# Problem to work on:
Go through the data below and retype all of it exactly.

Top of Recorded data

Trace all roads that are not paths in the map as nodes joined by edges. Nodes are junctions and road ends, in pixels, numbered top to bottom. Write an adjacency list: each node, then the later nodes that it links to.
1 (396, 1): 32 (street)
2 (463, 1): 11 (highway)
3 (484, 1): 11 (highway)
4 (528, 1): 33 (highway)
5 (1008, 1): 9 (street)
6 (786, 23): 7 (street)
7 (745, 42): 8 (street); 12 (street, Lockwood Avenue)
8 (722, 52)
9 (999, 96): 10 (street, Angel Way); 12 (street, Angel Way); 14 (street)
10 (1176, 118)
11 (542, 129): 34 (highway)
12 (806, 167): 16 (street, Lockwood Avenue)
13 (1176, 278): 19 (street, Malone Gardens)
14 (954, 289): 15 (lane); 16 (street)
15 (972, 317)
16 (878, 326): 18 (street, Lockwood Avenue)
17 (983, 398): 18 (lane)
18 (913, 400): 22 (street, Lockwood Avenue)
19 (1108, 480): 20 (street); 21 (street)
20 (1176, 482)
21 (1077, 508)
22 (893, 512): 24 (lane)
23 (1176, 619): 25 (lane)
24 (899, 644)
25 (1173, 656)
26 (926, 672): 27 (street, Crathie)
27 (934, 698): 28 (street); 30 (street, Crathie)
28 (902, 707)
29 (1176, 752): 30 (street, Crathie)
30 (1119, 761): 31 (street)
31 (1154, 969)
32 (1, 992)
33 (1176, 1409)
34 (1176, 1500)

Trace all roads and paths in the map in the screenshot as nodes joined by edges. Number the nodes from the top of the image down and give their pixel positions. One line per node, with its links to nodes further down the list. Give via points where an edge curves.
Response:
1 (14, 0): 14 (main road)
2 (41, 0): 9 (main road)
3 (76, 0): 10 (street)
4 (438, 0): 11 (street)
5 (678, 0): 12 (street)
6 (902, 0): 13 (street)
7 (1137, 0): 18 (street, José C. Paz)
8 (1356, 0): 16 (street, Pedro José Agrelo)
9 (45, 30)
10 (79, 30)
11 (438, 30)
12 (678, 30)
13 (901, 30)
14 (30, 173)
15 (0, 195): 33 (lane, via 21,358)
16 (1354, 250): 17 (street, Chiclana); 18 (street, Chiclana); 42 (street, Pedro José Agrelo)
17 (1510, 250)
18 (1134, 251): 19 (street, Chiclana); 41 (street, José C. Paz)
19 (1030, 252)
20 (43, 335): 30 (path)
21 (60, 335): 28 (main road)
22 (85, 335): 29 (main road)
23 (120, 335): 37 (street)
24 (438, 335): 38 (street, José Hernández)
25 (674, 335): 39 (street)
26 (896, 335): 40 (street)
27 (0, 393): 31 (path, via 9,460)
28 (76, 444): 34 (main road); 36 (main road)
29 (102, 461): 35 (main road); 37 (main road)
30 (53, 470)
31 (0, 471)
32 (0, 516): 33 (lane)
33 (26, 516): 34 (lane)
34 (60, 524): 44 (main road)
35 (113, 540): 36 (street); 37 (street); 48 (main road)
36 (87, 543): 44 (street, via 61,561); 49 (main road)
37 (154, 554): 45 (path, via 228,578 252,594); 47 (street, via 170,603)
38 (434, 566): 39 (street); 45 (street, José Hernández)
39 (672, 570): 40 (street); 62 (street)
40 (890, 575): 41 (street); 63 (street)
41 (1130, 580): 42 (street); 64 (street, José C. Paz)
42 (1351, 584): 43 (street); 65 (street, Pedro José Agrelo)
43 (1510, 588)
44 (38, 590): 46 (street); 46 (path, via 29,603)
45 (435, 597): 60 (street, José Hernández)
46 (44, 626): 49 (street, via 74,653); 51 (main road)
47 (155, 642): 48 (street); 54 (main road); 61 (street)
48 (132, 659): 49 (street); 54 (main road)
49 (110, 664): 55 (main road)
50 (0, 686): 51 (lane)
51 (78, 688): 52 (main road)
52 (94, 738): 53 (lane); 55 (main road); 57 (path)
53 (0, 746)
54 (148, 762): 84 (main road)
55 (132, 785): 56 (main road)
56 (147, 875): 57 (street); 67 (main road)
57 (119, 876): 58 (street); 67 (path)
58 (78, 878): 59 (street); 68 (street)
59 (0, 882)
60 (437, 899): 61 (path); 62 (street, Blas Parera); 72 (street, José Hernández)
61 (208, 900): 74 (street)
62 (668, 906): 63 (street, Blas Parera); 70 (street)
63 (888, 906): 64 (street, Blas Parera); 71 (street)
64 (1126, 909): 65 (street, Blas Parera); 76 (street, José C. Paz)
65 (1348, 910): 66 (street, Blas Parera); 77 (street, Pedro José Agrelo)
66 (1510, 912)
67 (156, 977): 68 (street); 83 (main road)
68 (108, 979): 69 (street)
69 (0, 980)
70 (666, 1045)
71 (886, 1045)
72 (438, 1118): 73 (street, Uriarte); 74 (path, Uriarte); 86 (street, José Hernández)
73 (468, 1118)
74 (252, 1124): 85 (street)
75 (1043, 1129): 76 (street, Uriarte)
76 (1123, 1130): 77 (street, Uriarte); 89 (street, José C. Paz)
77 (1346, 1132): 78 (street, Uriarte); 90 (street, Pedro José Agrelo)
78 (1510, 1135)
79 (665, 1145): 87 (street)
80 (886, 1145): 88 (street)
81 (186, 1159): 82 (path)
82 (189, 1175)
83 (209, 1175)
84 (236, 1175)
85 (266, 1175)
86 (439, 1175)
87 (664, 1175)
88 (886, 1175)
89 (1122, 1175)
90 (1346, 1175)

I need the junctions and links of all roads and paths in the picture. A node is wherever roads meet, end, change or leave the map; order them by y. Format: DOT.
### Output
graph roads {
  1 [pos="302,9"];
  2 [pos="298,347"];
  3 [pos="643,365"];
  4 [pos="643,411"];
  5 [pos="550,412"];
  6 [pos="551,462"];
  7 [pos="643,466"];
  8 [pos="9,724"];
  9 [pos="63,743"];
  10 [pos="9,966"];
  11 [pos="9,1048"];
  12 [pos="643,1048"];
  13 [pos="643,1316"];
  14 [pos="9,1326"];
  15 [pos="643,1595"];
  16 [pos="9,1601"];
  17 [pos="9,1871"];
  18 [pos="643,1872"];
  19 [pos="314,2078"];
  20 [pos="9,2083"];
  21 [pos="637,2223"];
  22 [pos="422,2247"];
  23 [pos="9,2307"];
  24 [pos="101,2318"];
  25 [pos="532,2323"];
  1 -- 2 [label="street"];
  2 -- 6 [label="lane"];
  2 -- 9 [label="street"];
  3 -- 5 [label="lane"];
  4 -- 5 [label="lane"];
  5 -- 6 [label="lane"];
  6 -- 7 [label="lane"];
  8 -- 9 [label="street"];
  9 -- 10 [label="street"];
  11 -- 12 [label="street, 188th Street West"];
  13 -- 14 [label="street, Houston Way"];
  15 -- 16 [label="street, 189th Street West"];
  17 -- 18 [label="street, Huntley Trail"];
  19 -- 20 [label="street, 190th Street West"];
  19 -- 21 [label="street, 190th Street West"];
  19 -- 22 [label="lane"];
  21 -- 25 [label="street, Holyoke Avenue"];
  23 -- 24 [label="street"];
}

Bottom of Recorded data

# Result of this exercise:
Trace all roads that are not paths in the map as nodes joined by edges. Nodes are junctions and road ends, in pixels, numbered top to bottom. Write an adjacency list: each node, then the later nodes that it links to.
1 (396, 1): 32 (street)
2 (463, 1): 11 (highway)
3 (484, 1): 11 (highway)
4 (528, 1): 33 (highway)
5 (1008, 1): 9 (street)
6 (786, 23): 7 (street)
7 (745, 42): 8 (street); 12 (street, Lockwood Avenue)
8 (722, 52)
9 (999, 96): 10 (street, Angel Way); 12 (street, Angel Way); 14 (street)
10 (1176, 118)
11 (542, 129): 34 (highway)
12 (806, 167): 16 (street, Lockwood Avenue)
13 (1176, 278): 19 (street, Malone Gardens)
14 (954, 289): 15 (lane); 16 (street)
15 (972, 317)
16 (878, 326): 18 (street, Lockwood Avenue)
17 (983, 398): 18 (lane)
18 (913, 400): 22 (street, Lockwood Avenue)
19 (1108, 480): 20 (street); 21 (street)
20 (1176, 482)
21 (1077, 508)
22 (893, 512): 24 (lane)
23 (1176, 619): 25 (lane)
24 (899, 644)
25 (1173, 656)
26 (926, 672): 27 (street, Crathie)
27 (934, 698): 28 (street); 30 (street, Crathie)
28 (902, 707)
29 (1176, 752): 30 (street, Crathie)
30 (1119, 761): 31 (street)
31 (1154, 969)
32 (1, 992)
33 (1176, 1409)
34 (1176, 1500)

Trace all roads and paths in the map in the screenshot as nodes joined by edges. Number the nodes from the top of the image down and give their pixel positions. One line per node, with its links to nodes further down the list. Give via points where an edge curves.
Response:
1 (14, 0): 14 (main road)
2 (41, 0): 9 (main road)
3 (76, 0): 10 (street)
4 (438, 0): 11 (street)
5 (678, 0): 12 (street)
6 (902, 0): 13 (street)
7 (1137, 0): 18 (street, José C. Paz)
8 (1356, 0): 16 (street, Pedro José Agrelo)
9 (45, 30)
10 (79, 30)
11 (438, 30)
12 (678, 30)
13 (901, 30)
14 (30, 173)
15 (0, 195): 33 (lane, via 21,358)
16 (1354, 250): 17 (street, Chiclana); 18 (street, Chiclana); 42 (street, Pedro José Agrelo)
17 (1510, 250)
18 (1134, 251): 19 (street, Chiclana); 41 (street, José C. Paz)
19 (1030, 252)
20 (43, 335): 30 (path)
21 (60, 335): 28 (main road)
22 (85, 335): 29 (main road)
23 (120, 335): 37 (street)
24 (438, 335): 38 (street, José Hernández)
25 (674, 335): 39 (street)
26 (896, 335): 40 (street)
27 (0, 393): 31 (path, via 9,460)
28 (76, 444): 34 (main road); 36 (main road)
29 (102, 461): 35 (main road); 37 (main road)
30 (53, 470)
31 (0, 471)
32 (0, 516): 33 (lane)
33 (26, 516): 34 (lane)
34 (60, 524): 44 (main road)
35 (113, 540): 36 (street); 37 (street); 48 (main road)
36 (87, 543): 44 (street, via 61,561); 49 (main road)
37 (154, 554): 45 (path, via 228,578 252,594); 47 (street, via 170,603)
38 (434, 566): 39 (street); 45 (street, José Hernández)
39 (672, 570): 40 (street); 62 (street)
40 (890, 575): 41 (street); 63 (street)
41 (1130, 580): 42 (street); 64 (street, José C. Paz)
42 (1351, 584): 43 (street); 65 (street, Pedro José Agrelo)
43 (1510, 588)
44 (38, 590): 46 (street); 46 (path, via 29,603)
45 (435, 597): 60 (street, José Hernández)
46 (44, 626): 49 (street, via 74,653); 51 (main road)
47 (155, 642): 48 (street); 54 (main road); 61 (street)
48 (132, 659): 49 (street); 54 (main road)
49 (110, 664): 55 (main road)
50 (0, 686): 51 (lane)
51 (78, 688): 52 (main road)
52 (94, 738): 53 (lane); 55 (main road); 57 (path)
53 (0, 746)
54 (148, 762): 84 (main road)
55 (132, 785): 56 (main road)
56 (147, 875): 57 (street); 67 (main road)
57 (119, 876): 58 (street); 67 (path)
58 (78, 878): 59 (street); 68 (street)
59 (0, 882)
60 (437, 899): 61 (path); 62 (street, Blas Parera); 72 (street, José Hernández)
61 (208, 900): 74 (street)
62 (668, 906): 63 (street, Blas Parera); 70 (street)
63 (888, 906): 64 (street, Blas Parera); 71 (street)
64 (1126, 909): 65 (street, Blas Parera); 76 (street, José C. Paz)
65 (1348, 910): 66 (street, Blas Parera); 77 (street, Pedro José Agrelo)
66 (1510, 912)
67 (156, 977): 68 (street); 83 (main road)
68 (108, 979): 69 (street)
69 (0, 980)
70 (666, 1045)
71 (886, 1045)
72 (438, 1118): 73 (street, Uriarte); 74 (path, Uriarte); 86 (street, José Hernández)
73 (468, 1118)
74 (252, 1124): 85 (street)
75 (1043, 1129): 76 (street, Uriarte)
76 (1123, 1130): 77 (street, Uriarte); 89 (street, José C. Paz)
77 (1346, 1132): 78 (street, Uriarte); 90 (street, Pedro José Agrelo)
78 (1510, 1135)
79 (665, 1145): 87 (street)
80 (886, 1145): 88 (street)
81 (186, 1159): 82 (path)
82 (189, 1175)
83 (209, 1175)
84 (236, 1175)
85 (266, 1175)
86 (439, 1175)
87 (664, 1175)
88 (886, 1175)
89 (1122, 1175)
90 (1346, 1175)

I need the junctions and links of all roads and paths in the picture. A node is wherever roads meet, end, change or leave the map; order them by y. Format: DOT.
### Output
graph roads {
  1 [pos="302,9"];
  2 [pos="298,347"];
  3 [pos="643,365"];
  4 [pos="643,411"];
  5 [pos="550,412"];
  6 [pos="551,462"];
  7 [pos="643,466"];
  8 [pos="9,724"];
  9 [pos="63,743"];
  10 [pos="9,966"];
  11 [pos="9,1048"];
  12 [pos="643,1048"];
  13 [pos="643,1316"];
  14 [pos="9,1326"];
  15 [pos="643,1595"];
  16 [pos="9,1601"];
  17 [pos="9,1871"];
  18 [pos="643,1872"];
  19 [pos="314,2078"];
  20 [pos="9,2083"];
  21 [pos="637,2223"];
  22 [pos="422,2247"];
  23 [pos="9,2307"];
  24 [pos="101,2318"];
  25 [pos="532,2323"];
  1 -- 2 [label="street"];
  2 -- 6 [label="lane"];
  2 -- 9 [label="street"];
  3 -- 5 [label="lane"];
  4 -- 5 [label="lane"];
  5 -- 6 [label="lane"];
  6 -- 7 [label="lane"];
  8 -- 9 [label="street"];
  9 -- 10 [label="street"];
  11 -- 12 [label="street, 188th Street West"];
  13 -- 14 [label="street, Houston Way"];
  15 -- 16 [label="street, 189th Street West"];
  17 -- 18 [label="street, Huntley Trail"];
  19 -- 20 [label="street, 190th Street West"];
  19 -- 21 [label="street, 190th Street West"];
  19 -- 22 [label="lane"];
  21 -- 25 [label="street, Holyoke Avenue"];
  23 -- 24 [label="street"];
}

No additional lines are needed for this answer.